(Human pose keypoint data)

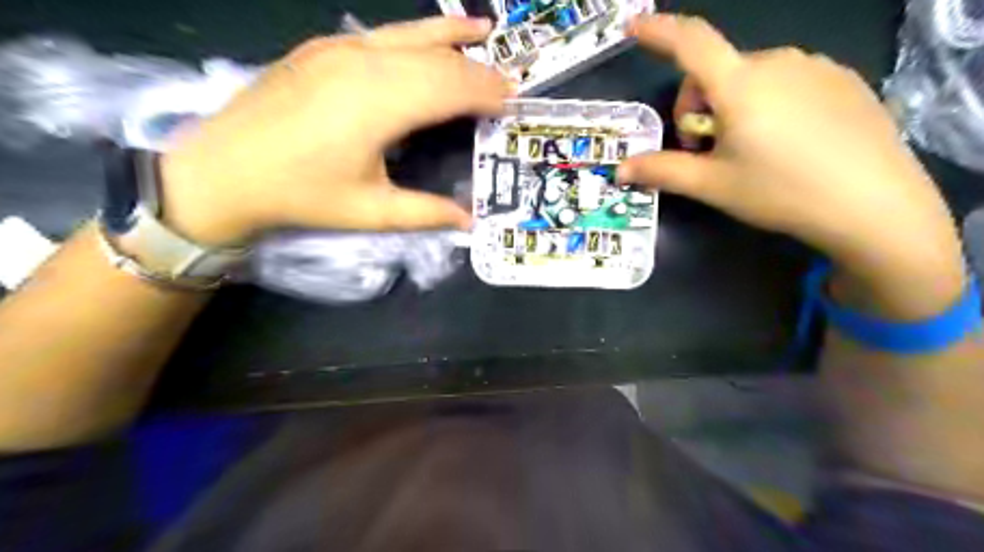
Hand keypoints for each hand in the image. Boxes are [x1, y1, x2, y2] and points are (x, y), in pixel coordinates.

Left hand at [157, 14, 510, 245]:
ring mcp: (340, 48)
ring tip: (483, 34)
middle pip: (437, 58)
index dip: (486, 92)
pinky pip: (383, 35)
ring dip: (451, 37)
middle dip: (477, 69)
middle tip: (507, 80)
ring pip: (411, 35)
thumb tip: (470, 221)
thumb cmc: (301, 195)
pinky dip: (416, 36)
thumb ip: (427, 212)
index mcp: (381, 104)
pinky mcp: (323, 47)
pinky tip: (428, 40)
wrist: (222, 171)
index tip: (513, 100)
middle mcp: (365, 63)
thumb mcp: (371, 211)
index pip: (451, 87)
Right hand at [617, 13, 967, 318]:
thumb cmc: (780, 191)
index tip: (633, 27)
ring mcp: (815, 67)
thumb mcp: (712, 185)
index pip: (690, 42)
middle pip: (717, 71)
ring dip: (733, 105)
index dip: (658, 31)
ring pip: (751, 77)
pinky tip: (787, 141)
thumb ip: (662, 171)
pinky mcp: (842, 79)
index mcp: (740, 84)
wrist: (872, 204)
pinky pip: (787, 80)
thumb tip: (620, 170)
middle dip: (699, 106)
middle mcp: (777, 62)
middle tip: (706, 150)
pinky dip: (768, 103)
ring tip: (748, 149)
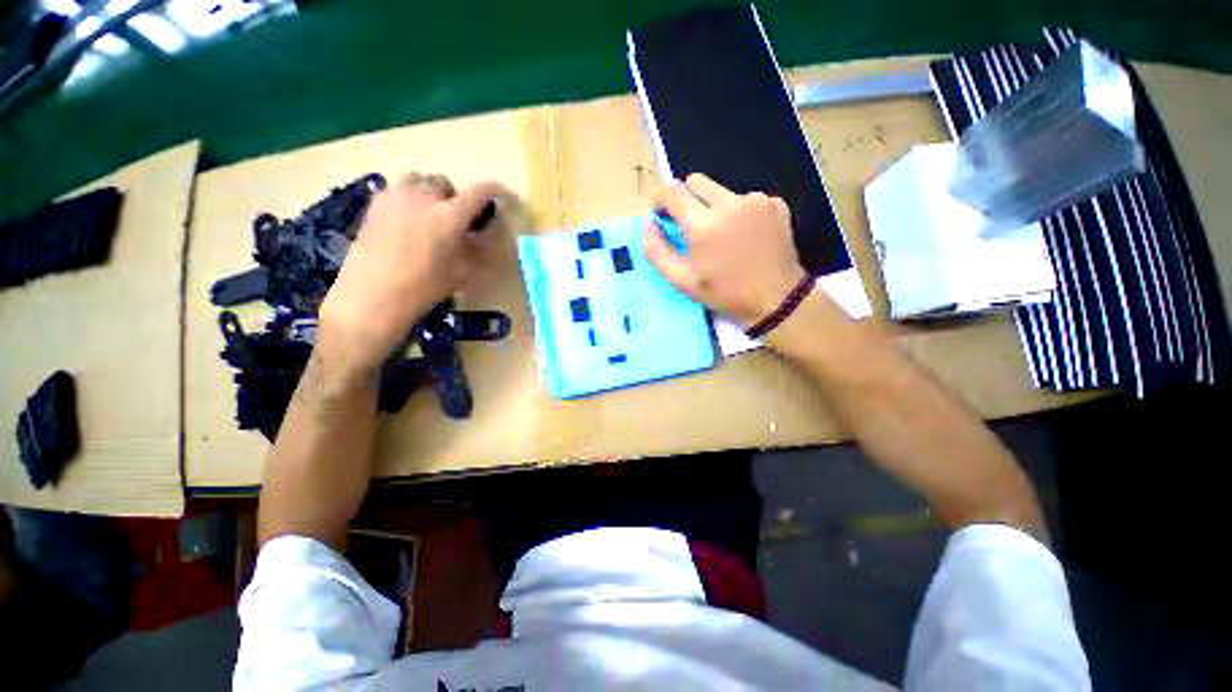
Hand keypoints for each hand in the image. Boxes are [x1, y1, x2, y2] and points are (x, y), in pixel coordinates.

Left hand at [318, 173, 509, 375]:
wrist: (373, 295)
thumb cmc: (424, 287)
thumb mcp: (461, 272)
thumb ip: (476, 250)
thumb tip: (483, 237)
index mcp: (450, 216)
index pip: (479, 192)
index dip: (495, 190)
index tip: (503, 194)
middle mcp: (423, 198)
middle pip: (445, 182)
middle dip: (454, 196)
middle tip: (457, 217)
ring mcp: (395, 197)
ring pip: (417, 179)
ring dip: (428, 192)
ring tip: (428, 213)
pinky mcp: (374, 204)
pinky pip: (396, 189)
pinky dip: (407, 198)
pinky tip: (406, 220)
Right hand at [645, 173, 808, 325]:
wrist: (775, 297)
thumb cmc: (724, 292)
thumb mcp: (681, 280)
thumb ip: (657, 250)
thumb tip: (650, 224)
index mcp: (703, 224)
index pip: (672, 192)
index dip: (661, 199)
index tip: (661, 212)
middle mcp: (729, 203)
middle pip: (696, 182)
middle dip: (686, 199)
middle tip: (690, 225)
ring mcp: (756, 200)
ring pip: (721, 191)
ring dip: (714, 207)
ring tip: (723, 236)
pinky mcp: (774, 203)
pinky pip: (745, 199)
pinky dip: (739, 212)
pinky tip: (745, 235)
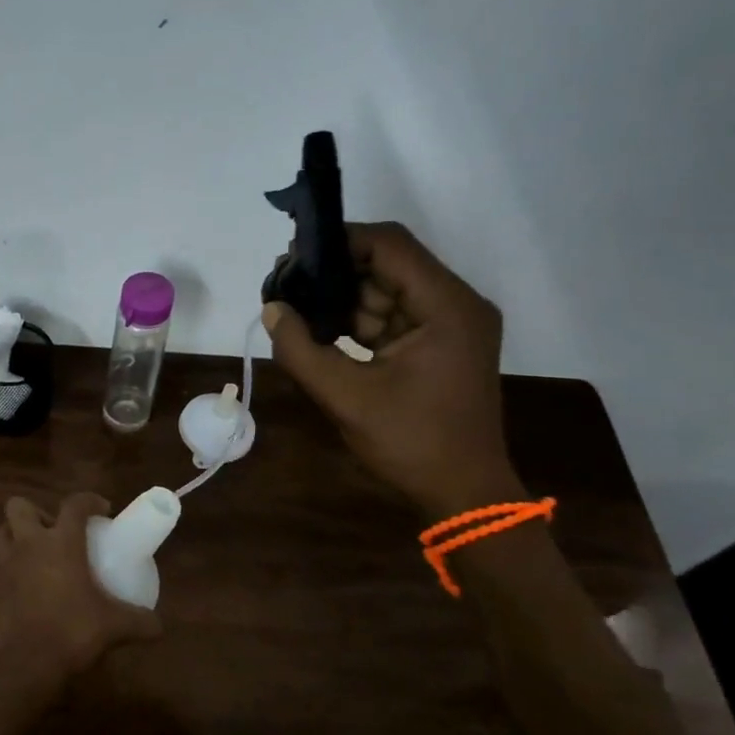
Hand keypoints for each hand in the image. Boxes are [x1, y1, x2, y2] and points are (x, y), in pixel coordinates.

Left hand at [0, 493, 161, 694]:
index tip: (103, 511)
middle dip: (37, 513)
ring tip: (40, 556)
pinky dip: (12, 574)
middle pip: (19, 507)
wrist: (23, 666)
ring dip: (18, 537)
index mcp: (61, 543)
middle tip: (57, 532)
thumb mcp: (114, 627)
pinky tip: (28, 591)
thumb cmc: (71, 633)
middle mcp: (28, 546)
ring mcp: (5, 567)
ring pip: (3, 534)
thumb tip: (159, 625)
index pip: (74, 504)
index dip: (89, 500)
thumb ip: (140, 621)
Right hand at [263, 222, 519, 518]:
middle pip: (389, 266)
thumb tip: (271, 309)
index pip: (391, 246)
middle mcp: (456, 304)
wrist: (463, 493)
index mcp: (447, 306)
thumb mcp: (346, 397)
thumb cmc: (411, 443)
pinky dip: (358, 323)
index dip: (341, 241)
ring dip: (343, 300)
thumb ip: (302, 350)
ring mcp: (450, 326)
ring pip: (387, 292)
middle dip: (336, 273)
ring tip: (295, 309)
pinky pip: (392, 319)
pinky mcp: (439, 346)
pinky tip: (320, 332)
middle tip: (285, 286)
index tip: (294, 254)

Task details
Would you restate, exactly and with no pictures, the lines of the entries above from the one containing "middle tip: (457, 217)" through the one containing "pinky pip: (392, 319)"?

Answer for the task
middle tip: (457, 217)
ring mcp: (395, 197)
ring pip: (417, 179)
ring dip: (428, 192)
ring tip: (428, 213)
pinky mcp: (374, 204)
pinky pip: (396, 189)
pinky dip: (407, 198)
pinky tip: (406, 220)
Right hand at [645, 173, 808, 325]:
wrist: (775, 297)
thumb cmc: (724, 292)
thumb mcp: (681, 280)
thumb ip: (657, 250)
thumb tip: (650, 224)
index mcp: (703, 224)
index pip: (672, 192)
index dip: (661, 199)
index tip: (661, 212)
middle mcp: (729, 203)
middle pip: (696, 182)
middle dip: (686, 199)
middle tip: (690, 225)
ring mcp: (756, 200)
ring pip: (721, 191)
ring dip: (714, 207)
ring tip: (723, 236)
pinky mcp: (774, 203)
pinky pip: (745, 199)
pinky dip: (739, 212)
pinky tip: (745, 235)
Hand keypoints for each hand in the image. Boxes are [x1, y1, x2, y2] and points are (x, y), in pixel coordinates.

Left hand at [0, 493, 161, 694]:
index tip: (103, 511)
middle dip: (37, 513)
ring tip: (40, 556)
pinky dip: (12, 574)
middle pip: (19, 507)
wrist: (23, 666)
ring dip: (18, 537)
index mcp: (61, 543)
middle tip: (57, 532)
thumb mcp: (114, 627)
pinky tip: (28, 591)
thumb cmc: (71, 633)
middle mcp: (28, 546)
ring mcp: (5, 567)
ring pip: (3, 534)
thumb tip: (159, 625)
index pip: (74, 504)
index dip: (89, 500)
thumb ip: (140, 621)
Right hand at [263, 222, 519, 518]:
middle pip: (389, 266)
thumb tip: (271, 309)
index pip: (391, 246)
middle mcp: (456, 304)
wrist: (463, 493)
index mcp: (447, 306)
thumb mcp: (346, 397)
thumb cmc: (411, 443)
pinky dip: (358, 323)
index dip: (341, 241)
ring dip: (343, 300)
thumb ip: (302, 350)
ring mcp: (450, 326)
ring pip: (387, 292)
middle dip: (336, 273)
ring tip: (295, 309)
pinky pip: (392, 319)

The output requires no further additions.